In an interview to a Middle Eastern TV channel, the presenter said the foreign minister was “avoiding the question regarding Pakistan’s position in the international conflict” that began with Russia’s invasion of Ukraine in February 24 this year.
“My position is … we are not taking sides in this conflict," the foreign minister said. “We have just gotten out of Afghanistan … literally a few months before this conflict broke out [in Ukraine], the fall of Kabul happened … We are sick and tired after 20 years of war and conflict.”
Bhutto Zardari said Pakistan had suffered a lot because of the conflict in neighbouring Afghanistan, including the loss of 80,000 Pakistani lives, including that was his mother, former Prime Minister Benazir Bhutto who was assassination in 2007.
“All I’m saying is that what’s happening in the Ukraine right now, which the Russians have their own perspective on, the West has their own perspective,” the foreign minister said. “whichever perspective you hold, this is surely not the appropriate time to be starting another world war.”
Russia calls its invasion a "special military operation" that was necessary not only to maintain its own security but also to protect Russian-speakers from persecution.
Ukraine and the West say these are baseless pretexts for an imperial war of aggression against a neighbour that gained independence when the Moscow-led Soviet Union broke up in 1991.
The full-scale invasion of Ukraine marked a dramatic escalation of an eight-year-old conflict and was seen as a historic turning point for European security.
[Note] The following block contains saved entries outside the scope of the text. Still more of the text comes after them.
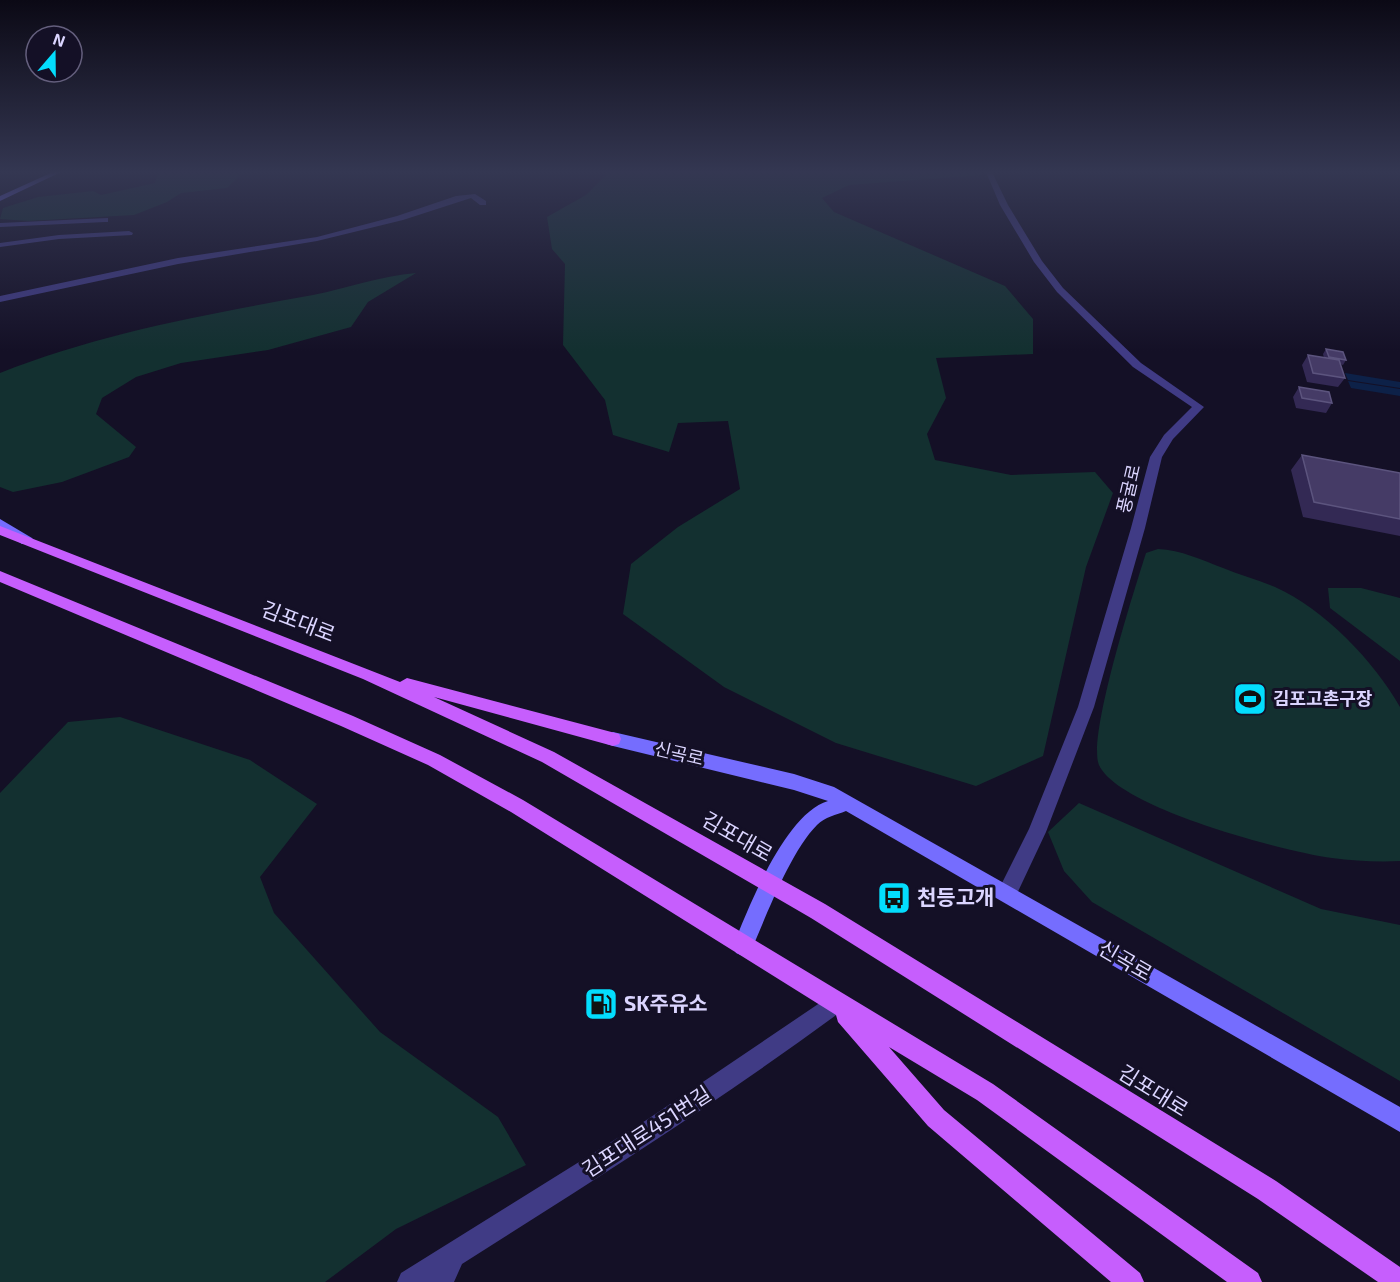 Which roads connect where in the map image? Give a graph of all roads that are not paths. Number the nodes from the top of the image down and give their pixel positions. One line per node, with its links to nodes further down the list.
1 (345, 232): 5 (street)
2 (1020, 232): 14 (street, 풍굴로)
3 (129, 233): 4 (street)
4 (0, 245)
5 (0, 299)
6 (0, 523): 8 (street)
7 (0, 530): 8 (main road, 김포대로)
8 (30, 543): 10 (main road, 김포대로)
9 (0, 576): 15 (main road)
10 (369, 675): 11 (main road); 13 (main road, 김포대로)
11 (613, 739): 12 (street, 신곡로)
12 (848, 803): 13 (street); 14 (street, 신곡로)
13 (770, 884): 15 (street); 23 (main road, 김포대로)
14 (1007, 892): 17 (street, 신곡로)
15 (743, 946): 16 (main road)
16 (836, 1003): 18 (street, 김포대로451번길); 21 (main road); 22 (main road)
17 (1400, 1120)
18 (454, 1253): 19 (street, 김포대로451번길); 20 (street)
19 (410, 1282)
20 (441, 1282)
21 (1131, 1282)
22 (1249, 1282)
23 (1400, 1282)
With expanding Western aid, Ukraine has managed to frustrate many aspects of Russia’s attack, but many of its cities have been pulverized and one-quarter of its citizens are now refugees or have been displaced.
China, which Russia has sought as an ally since being cold-shouldered by the West over its invasion of Ukraine, has called the United States the "main instigator" of the crisis.
Citing NATO expansion towards Russia's borders, Russian President Vladimir Putin has said the West was plotting to destroy his country, engaging in "nuclear blackmail" by allegedly discussing the potential use of nuclear weapons against Moscow, and accused the United States, the European Union and Britain of encouraging Ukraine to push military operations into Russia itself.
Analysts say Putin is betting that by increasing the risk of a direct confrontation between the U.S.-led NATO military alliance and Russia -- a step towards World War Three -- the West will blink over its support for Ukraine, something it has shown no sign of doing so far.
Putin has repeatedly railed against the United States for driving NATO's eastward expansion, especially its courting of ex-Soviet republics such as Ukraine and Georgia which Russia regards as part of its own sphere of influence, an idea both nations reject.